Friday, December 20, 2019

Vanity of Vanities, All is Vanity and Striving after Emptiness


I was in my favorite local bookstore today, and found out Richard Dawkins had written another book.  I thought it might have just been released, but it was actually published in September.  And while I won't bother to read it (or comment on it that much), the few reviews of it I found (and Google produced almost none) make it sound like another bite at the apple, another attempt to gain some notoriety.

The arguments he uses are just a rehash of those in TGD, as are many of the illustrations and stories. So we have all the old ones – atheists just worship one god less; evolution proves there is no God; you don't need God for morality; and of course the oldie but goldie, 'who created God, then?'.

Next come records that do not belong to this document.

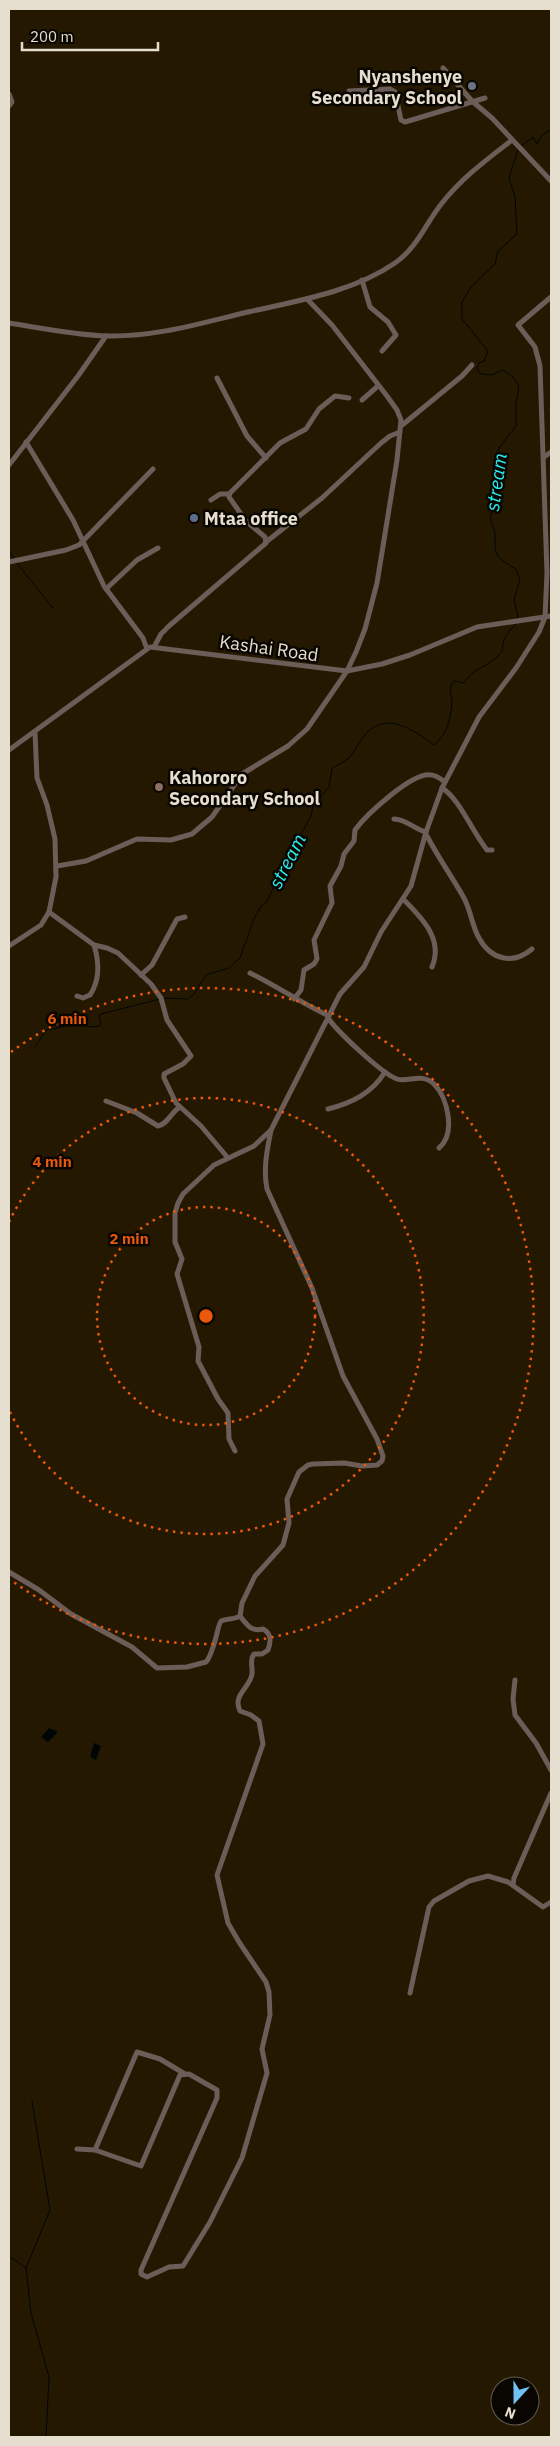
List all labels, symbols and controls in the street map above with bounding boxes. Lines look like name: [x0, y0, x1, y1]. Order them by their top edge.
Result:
scale bar: [22, 20, 159, 52]
text: 200 m: [30, 27, 74, 46]
place label: Nyanshenye Secondary School: [311, 65, 463, 109]
marker: Nyanshenye Secondary School: [466, 80, 478, 92]
water label: stream: [480, 451, 512, 513]
place label: Mtaa office: [204, 507, 298, 530]
marker: Mtaa office: [188, 512, 200, 524]
street label: Kashai Road: [218, 630, 320, 666]
place label: Kahororo Secondary School: [169, 766, 320, 810]
marker: Kahororo Secondary School: [153, 781, 165, 793]
water label: stream: [263, 830, 311, 892]
text: 6 min: [47, 1009, 87, 1028]
text: 4 min: [32, 1152, 72, 1171]
text: 2 min: [109, 1229, 149, 1248]
centre of rings: [197, 1307, 215, 1325]
north arrow: [490, 2376, 540, 2426]
text: N: [502, 2403, 518, 2423]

He's even got the same old stories and illustrations – the cargo cult, the universe where you have a green moustache, the (mis) citation of Hitler etc.
I'm going to assume the reviewer at Christianity Today has at least basic reading comprehension skills, and accept that as an accurate summation of Dawkins' points, at least.  The entire review is telling if only for the ease with which it dispatches most of Dawkins' arguments without having to venture into theology to do it:

Dawkins pontificates as though he were an expert in subjects which he knows very little about. Space does not permit me to list all the subtle and howling errors. But here are a few of the simplistic lowlights.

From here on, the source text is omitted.